What is being asked:
Could you find every line in the entries below that holds the word "Clara" and copy it?
◇ ◇ ◇ ◇
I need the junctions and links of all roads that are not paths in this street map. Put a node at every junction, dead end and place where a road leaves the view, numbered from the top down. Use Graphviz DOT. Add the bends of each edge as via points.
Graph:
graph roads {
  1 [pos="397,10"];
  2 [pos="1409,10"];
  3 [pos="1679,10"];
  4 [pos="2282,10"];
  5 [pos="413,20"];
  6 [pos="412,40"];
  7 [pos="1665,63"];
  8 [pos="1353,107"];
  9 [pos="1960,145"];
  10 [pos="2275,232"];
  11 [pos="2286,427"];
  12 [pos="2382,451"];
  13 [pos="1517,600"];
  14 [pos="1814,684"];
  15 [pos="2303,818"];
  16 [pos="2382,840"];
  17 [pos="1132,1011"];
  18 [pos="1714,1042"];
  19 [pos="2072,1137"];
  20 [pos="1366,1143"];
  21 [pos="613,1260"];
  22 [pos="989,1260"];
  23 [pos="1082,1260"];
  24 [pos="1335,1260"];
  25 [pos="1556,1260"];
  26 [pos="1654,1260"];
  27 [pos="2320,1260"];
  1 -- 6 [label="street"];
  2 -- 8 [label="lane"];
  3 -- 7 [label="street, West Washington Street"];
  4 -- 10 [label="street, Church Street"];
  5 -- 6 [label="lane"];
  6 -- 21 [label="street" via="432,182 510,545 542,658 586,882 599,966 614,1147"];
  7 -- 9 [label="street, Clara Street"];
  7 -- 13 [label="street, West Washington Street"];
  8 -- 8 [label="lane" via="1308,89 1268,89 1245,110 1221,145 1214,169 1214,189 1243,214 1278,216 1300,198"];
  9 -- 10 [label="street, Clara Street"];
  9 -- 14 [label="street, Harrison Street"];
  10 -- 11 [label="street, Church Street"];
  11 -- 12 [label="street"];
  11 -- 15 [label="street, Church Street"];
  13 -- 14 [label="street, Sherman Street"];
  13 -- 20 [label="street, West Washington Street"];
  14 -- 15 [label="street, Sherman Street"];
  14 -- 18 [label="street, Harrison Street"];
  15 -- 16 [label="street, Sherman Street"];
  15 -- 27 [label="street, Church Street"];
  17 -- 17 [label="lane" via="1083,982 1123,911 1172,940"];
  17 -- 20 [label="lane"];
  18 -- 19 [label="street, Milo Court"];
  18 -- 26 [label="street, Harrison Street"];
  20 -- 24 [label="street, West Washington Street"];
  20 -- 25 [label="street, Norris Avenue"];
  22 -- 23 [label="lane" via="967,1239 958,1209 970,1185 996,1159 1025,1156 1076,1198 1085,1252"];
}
◇ ◇ ◇ ◇
Answer to this problem:
  7 -- 9 [label="street, Clara Street"];
  9 -- 10 [label="street, Clara Street"];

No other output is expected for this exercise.